### What you should do
Word for word, restate the records from their first line through the line with "canvas->drawRect(SkRect::MakeXYWH(0, 80, 851, 2), paint);", both ends included; omit each picture.

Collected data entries
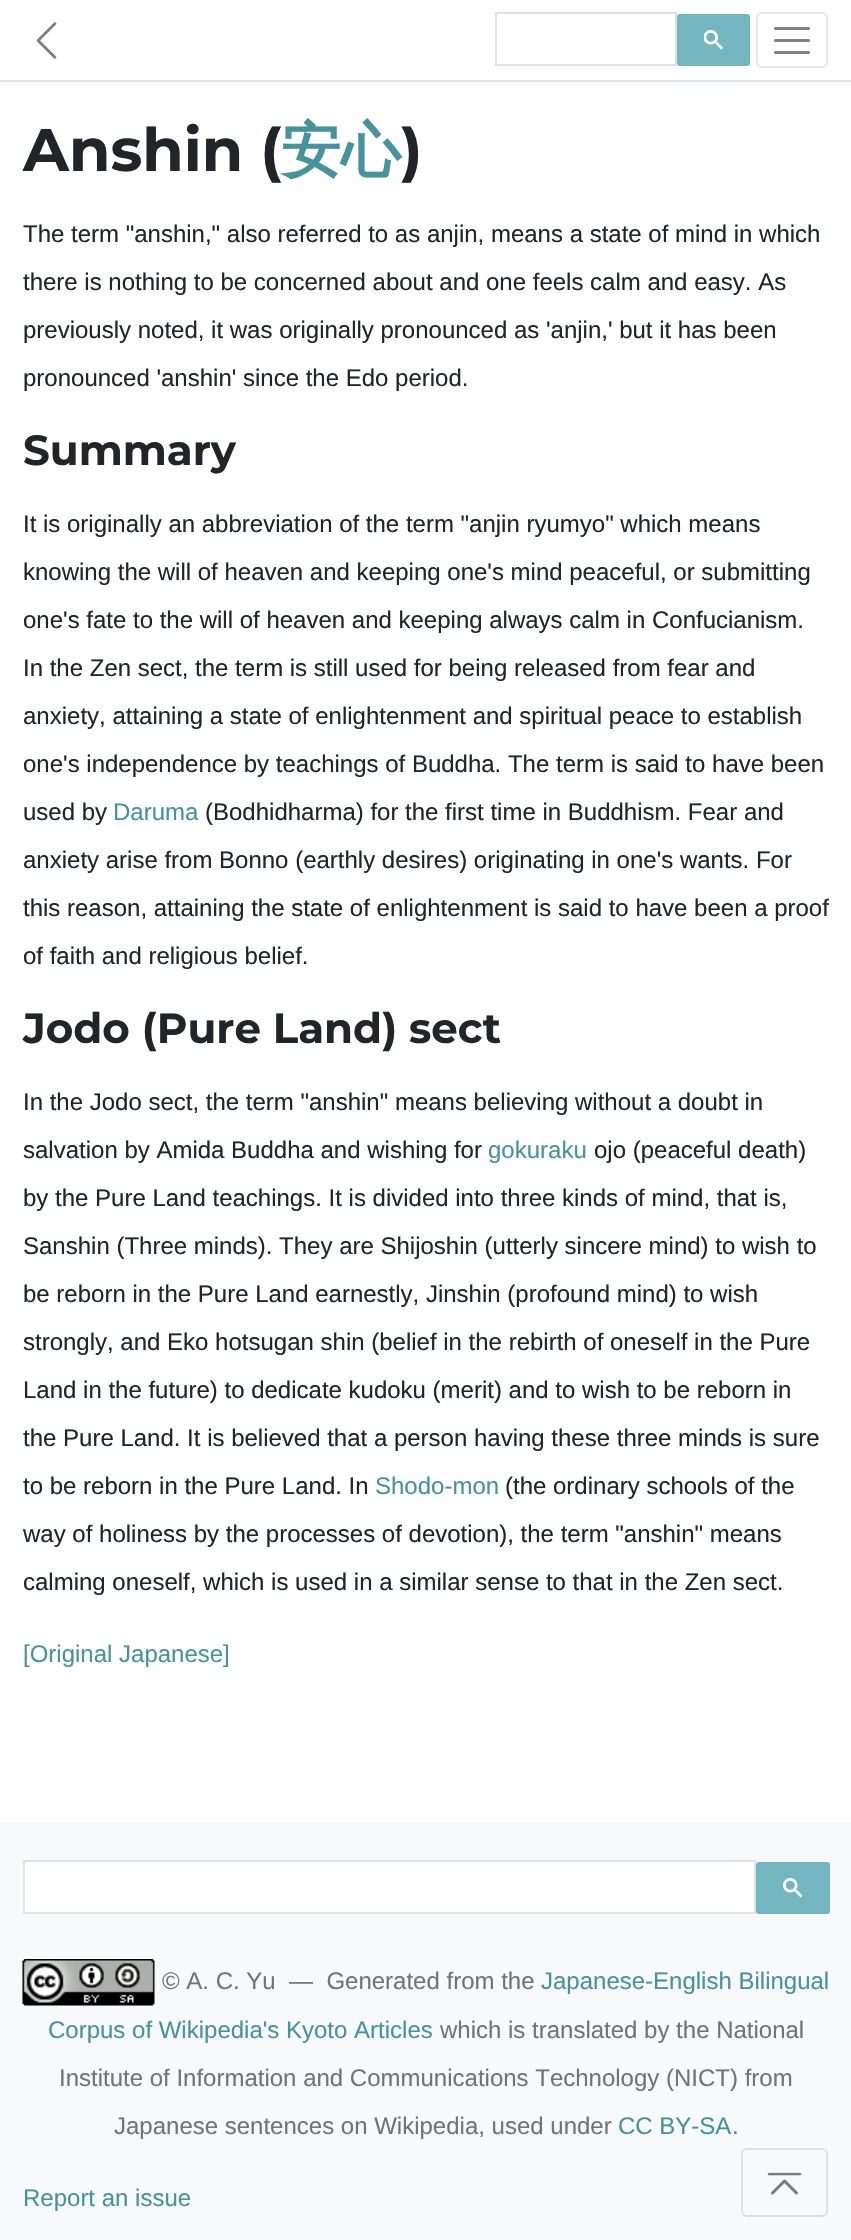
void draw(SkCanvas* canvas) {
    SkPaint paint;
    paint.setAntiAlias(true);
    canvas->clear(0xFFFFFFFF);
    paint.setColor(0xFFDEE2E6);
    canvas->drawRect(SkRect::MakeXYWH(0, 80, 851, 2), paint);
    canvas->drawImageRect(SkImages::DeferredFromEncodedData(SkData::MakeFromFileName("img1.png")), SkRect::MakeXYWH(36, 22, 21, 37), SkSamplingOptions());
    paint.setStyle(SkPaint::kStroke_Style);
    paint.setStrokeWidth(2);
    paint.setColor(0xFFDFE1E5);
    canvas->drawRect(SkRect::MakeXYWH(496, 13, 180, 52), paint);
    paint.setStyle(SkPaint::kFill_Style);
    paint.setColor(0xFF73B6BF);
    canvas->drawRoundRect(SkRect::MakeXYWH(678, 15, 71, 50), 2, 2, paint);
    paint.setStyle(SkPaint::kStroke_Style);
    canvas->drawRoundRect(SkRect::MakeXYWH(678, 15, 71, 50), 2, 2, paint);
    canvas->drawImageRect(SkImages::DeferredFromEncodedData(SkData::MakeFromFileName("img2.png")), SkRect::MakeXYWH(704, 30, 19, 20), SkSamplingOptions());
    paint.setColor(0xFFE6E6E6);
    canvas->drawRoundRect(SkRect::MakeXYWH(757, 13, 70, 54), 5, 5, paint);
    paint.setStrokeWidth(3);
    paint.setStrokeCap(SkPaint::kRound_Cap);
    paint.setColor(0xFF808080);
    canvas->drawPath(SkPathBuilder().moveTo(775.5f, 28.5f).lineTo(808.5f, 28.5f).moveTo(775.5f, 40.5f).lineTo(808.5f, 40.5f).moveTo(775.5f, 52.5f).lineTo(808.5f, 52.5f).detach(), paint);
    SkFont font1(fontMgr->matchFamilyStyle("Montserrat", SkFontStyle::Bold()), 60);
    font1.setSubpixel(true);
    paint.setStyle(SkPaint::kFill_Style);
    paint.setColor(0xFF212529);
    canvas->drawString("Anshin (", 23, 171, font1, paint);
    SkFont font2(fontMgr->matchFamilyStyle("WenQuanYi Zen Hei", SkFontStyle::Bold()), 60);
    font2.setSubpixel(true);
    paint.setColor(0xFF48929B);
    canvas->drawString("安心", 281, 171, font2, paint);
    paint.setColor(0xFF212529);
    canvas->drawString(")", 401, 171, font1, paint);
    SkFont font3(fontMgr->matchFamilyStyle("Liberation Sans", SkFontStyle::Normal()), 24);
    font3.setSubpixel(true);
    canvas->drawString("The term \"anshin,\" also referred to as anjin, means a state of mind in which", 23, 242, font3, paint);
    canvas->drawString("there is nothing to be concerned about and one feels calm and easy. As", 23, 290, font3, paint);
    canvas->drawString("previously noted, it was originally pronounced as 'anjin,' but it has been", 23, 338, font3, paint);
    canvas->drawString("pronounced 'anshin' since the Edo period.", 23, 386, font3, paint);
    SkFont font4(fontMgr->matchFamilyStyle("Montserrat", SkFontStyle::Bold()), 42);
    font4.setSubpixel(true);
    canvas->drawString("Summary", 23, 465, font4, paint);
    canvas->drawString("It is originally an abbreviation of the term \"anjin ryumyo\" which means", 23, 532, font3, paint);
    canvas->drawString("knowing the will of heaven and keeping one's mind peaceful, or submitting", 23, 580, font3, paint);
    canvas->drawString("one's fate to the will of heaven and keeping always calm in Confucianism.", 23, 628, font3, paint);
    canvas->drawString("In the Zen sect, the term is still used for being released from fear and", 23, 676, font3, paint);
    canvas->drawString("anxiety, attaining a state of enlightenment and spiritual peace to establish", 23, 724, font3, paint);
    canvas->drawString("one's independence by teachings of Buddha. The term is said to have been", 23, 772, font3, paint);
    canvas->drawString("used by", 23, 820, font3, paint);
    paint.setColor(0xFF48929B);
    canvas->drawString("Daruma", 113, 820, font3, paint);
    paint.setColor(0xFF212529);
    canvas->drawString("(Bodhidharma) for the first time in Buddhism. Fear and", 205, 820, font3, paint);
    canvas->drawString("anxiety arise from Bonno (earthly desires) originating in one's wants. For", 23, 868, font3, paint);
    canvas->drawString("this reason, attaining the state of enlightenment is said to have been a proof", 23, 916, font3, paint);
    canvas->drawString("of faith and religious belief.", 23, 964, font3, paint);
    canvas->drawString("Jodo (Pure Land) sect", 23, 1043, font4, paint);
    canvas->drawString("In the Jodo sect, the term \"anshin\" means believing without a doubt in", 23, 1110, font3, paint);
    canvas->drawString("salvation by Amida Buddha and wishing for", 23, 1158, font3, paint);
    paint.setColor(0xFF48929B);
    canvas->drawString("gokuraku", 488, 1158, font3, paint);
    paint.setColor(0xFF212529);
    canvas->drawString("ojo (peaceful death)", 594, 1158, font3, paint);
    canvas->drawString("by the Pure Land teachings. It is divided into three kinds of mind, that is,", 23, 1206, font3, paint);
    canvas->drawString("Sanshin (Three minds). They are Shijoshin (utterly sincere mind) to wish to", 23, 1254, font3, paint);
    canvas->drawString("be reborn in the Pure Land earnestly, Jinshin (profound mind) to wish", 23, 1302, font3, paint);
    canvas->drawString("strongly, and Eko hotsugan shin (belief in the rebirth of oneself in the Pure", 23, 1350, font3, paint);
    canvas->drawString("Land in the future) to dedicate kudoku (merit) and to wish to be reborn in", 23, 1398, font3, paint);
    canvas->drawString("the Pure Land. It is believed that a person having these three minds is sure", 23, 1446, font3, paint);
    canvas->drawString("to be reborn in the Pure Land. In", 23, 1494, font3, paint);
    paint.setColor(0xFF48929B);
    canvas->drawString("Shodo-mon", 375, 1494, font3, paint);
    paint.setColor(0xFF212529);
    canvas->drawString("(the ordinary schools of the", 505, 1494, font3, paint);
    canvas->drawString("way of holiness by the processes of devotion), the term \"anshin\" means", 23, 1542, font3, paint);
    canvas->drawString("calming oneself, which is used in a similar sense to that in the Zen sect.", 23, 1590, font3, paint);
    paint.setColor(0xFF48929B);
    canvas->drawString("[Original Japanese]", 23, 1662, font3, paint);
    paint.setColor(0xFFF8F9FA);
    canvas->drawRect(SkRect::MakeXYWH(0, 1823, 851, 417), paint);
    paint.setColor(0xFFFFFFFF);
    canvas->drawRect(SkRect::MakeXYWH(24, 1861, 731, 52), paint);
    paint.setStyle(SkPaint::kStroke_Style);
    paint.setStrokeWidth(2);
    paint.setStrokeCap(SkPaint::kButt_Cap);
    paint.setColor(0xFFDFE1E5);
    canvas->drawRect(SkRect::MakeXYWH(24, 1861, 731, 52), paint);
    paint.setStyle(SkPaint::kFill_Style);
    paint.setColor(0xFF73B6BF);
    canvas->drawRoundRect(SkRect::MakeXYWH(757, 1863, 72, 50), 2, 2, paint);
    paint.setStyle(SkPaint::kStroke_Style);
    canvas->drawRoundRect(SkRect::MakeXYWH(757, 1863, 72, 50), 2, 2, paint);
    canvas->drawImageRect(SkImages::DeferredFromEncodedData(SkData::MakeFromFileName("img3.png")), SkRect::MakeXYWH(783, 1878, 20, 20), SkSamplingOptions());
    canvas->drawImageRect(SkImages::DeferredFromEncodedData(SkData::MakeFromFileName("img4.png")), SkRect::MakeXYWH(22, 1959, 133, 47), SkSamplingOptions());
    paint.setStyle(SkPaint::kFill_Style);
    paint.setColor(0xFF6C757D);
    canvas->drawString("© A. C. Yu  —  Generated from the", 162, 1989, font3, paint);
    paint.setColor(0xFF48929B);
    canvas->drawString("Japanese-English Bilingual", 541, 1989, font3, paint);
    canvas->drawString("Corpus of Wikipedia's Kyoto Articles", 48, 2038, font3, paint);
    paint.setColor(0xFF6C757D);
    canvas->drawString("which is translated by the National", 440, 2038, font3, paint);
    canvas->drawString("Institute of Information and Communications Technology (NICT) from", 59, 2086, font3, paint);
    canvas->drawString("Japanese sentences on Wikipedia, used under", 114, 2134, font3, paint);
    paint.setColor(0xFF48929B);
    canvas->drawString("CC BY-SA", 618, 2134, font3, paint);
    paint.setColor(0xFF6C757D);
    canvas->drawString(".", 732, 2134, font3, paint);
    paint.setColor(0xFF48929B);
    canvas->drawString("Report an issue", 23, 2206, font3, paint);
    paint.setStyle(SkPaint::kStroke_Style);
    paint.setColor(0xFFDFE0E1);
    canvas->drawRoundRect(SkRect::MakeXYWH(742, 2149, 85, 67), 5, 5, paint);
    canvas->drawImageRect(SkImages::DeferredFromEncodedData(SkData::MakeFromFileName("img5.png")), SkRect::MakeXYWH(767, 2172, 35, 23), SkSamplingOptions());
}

### Response below
void draw(SkCanvas* canvas) {
    SkPaint paint;
    paint.setAntiAlias(true);
    canvas->clear(0xFFFFFFFF);
    paint.setColor(0xFFDEE2E6);
    canvas->drawRect(SkRect::MakeXYWH(0, 80, 851, 2), paint);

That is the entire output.